Saved entries
···
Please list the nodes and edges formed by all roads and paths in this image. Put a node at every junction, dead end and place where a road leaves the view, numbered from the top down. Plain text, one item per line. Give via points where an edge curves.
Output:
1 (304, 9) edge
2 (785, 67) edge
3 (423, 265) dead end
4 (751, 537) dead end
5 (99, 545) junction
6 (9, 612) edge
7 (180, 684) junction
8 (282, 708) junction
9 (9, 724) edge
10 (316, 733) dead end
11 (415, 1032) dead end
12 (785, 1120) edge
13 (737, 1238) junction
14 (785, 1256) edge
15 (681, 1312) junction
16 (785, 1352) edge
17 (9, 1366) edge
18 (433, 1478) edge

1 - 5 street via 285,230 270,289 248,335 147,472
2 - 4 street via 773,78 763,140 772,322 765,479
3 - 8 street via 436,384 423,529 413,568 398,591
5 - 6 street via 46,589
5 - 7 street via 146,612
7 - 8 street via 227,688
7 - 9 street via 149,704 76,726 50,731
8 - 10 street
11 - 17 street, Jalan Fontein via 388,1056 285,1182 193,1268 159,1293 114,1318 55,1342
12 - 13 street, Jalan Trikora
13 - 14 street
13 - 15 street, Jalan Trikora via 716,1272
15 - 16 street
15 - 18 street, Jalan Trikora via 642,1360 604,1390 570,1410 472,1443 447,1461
···
▸ **Assigned task**
Please retype all of the data above exactly as it appears.

▸ **Answer to this task**
Please list the nodes and edges formed by all roads and paths in this image. Put a node at every junction, dead end and place where a road leaves the view, numbered from the top down. Plain text, one item per line. Give via points where an edge curves.
Output:
1 (304, 9) edge
2 (785, 67) edge
3 (423, 265) dead end
4 (751, 537) dead end
5 (99, 545) junction
6 (9, 612) edge
7 (180, 684) junction
8 (282, 708) junction
9 (9, 724) edge
10 (316, 733) dead end
11 (415, 1032) dead end
12 (785, 1120) edge
13 (737, 1238) junction
14 (785, 1256) edge
15 (681, 1312) junction
16 (785, 1352) edge
17 (9, 1366) edge
18 (433, 1478) edge

1 - 5 street via 285,230 270,289 248,335 147,472
2 - 4 street via 773,78 763,140 772,322 765,479
3 - 8 street via 436,384 423,529 413,568 398,591
5 - 6 street via 46,589
5 - 7 street via 146,612
7 - 8 street via 227,688
7 - 9 street via 149,704 76,726 50,731
8 - 10 street
11 - 17 street, Jalan Fontein via 388,1056 285,1182 193,1268 159,1293 114,1318 55,1342
12 - 13 street, Jalan Trikora
13 - 14 street
13 - 15 street, Jalan Trikora via 716,1272
15 - 16 street
15 - 18 street, Jalan Trikora via 642,1360 604,1390 570,1410 472,1443 447,1461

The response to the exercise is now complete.